WordPress Plugin Gravity Forms Hacked – Backdoor Found in Official Installers
The popular WordPress plugin Gravity Forms has become the latest victim of a supply chain attack, with official installers from its website found to be infected with a dangerous backdoor.
Gravity Forms is a premium plugin used to build contact forms, payment forms, and a wide range of other user-input forms. According to official statistics, it's deployed on roughly 1 million websites, including those of major organizations such as Airbnb, Nike, ESPN, UNICEF, and Google.
Discovery and Exploitation
Security researchers at PatchStack first noticed suspicious network activity originating from plugins downloaded directly from Gravity Forms’ official website. Upon closer investigation, they confirmed that a malicious file—gravityforms/common.php—was being distributed through the vendor’s own download servers.
Further analysis revealed that the infected plugin was sending POST requests to a shady domain:gravityapi[.]org/sites, exfiltrating metadata such as:
- Website URLs
- Admin panel paths
- Theme and plugin details
- PHP and WordPress versions
This data was transmitted to an attacker-controlled server, which then responded with base64-encoded malicious PHP. That payload was saved locally as wp-includes/bookmark-canonical.php, a file masquerading as part of WordPress's content management tools. Once installed, the malware enabled unauthenticated remote code execution (RCE) via functions such as handle_posts(), handle_media(), and handle_widgets().
Developer Response & Mitigation
Upon notification, RocketGenius, the developer behind Gravity Forms, confirmed that the malware only impacted plugins that were:
- Manually downloaded or
- Installed via Composer
during the window of July 10–11, 2025.
Affected versions include:
- Gravity Forms 2.9.11.1 and 2.9.12 (manual downloads)

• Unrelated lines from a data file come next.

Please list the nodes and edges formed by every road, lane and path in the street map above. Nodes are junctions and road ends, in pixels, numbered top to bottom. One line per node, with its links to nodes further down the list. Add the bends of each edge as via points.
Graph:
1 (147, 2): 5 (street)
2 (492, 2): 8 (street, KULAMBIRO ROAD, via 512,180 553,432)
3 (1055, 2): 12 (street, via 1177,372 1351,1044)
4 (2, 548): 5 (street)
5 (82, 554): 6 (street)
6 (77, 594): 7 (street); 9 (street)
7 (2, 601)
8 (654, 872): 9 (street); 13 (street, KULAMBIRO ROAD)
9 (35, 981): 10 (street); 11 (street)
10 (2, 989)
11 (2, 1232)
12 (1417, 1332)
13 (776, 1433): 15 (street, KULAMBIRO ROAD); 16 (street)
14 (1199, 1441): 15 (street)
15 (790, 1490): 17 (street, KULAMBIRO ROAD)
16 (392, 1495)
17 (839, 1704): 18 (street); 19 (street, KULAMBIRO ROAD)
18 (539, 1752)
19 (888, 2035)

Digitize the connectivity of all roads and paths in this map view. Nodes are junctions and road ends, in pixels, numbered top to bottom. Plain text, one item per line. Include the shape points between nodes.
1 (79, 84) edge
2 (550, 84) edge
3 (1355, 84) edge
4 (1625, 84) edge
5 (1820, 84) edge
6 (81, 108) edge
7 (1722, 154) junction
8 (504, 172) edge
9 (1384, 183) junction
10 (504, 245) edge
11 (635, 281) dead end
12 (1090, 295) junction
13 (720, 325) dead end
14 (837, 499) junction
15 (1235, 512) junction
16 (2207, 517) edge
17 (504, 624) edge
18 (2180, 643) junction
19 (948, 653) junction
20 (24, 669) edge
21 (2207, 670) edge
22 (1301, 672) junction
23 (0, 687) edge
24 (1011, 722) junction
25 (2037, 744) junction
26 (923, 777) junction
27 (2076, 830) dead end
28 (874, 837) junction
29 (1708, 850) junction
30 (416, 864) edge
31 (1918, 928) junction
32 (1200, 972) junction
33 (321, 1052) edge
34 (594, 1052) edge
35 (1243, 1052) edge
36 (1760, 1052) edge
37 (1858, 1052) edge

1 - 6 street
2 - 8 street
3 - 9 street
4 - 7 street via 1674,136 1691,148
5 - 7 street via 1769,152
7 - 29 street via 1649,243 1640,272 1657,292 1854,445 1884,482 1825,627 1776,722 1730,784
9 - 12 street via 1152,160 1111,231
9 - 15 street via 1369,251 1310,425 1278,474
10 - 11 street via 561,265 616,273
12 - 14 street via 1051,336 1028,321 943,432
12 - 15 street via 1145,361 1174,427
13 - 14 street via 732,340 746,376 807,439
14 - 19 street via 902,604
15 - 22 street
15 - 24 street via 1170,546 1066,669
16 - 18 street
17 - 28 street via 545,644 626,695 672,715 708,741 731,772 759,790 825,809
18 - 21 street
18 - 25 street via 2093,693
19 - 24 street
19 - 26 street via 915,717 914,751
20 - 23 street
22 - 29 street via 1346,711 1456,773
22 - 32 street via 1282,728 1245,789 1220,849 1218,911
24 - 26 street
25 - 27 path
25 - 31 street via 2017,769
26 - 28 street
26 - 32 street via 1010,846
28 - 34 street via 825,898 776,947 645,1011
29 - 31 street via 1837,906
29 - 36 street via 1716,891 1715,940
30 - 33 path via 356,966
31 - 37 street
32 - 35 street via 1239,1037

- Composer-installed version 2.9.11 during the same time frame
Crucially, RocketGenius assured users that the Gravity API service—used for licensing, automatic updates, and add-on installations—was not compromised. Users who updated the plugin automatically were not affected.
What the Malware Did
The backdoor was capable of:
- Blocking update attempts, preventing remediation
- Contacting remote servers to fetch additional malicious payloads
- Creating rogue admin accounts, granting attackers full site control
What You Should Do
If you downloaded or installed Gravity Forms manually between July 10–11, 2025, take the following steps immediately:
- Reinstall Gravity Forms from a clean, trusted source.
- Scan for signs of compromise, including:
- Suspicious admin accounts
- Files like
bookmark-canonical.php
- Monitor your site for any unusual activity.
RocketGenius has since published a detailed incident report and is working to strengthen its supply chain defenses.
Final Word
This incident underscores the growing threat of supply chain attacks—even well-established tools from trusted vendors are not immune. Stay vigilant, keep plugins updated automatically when possible, and always verify the source of your downloads.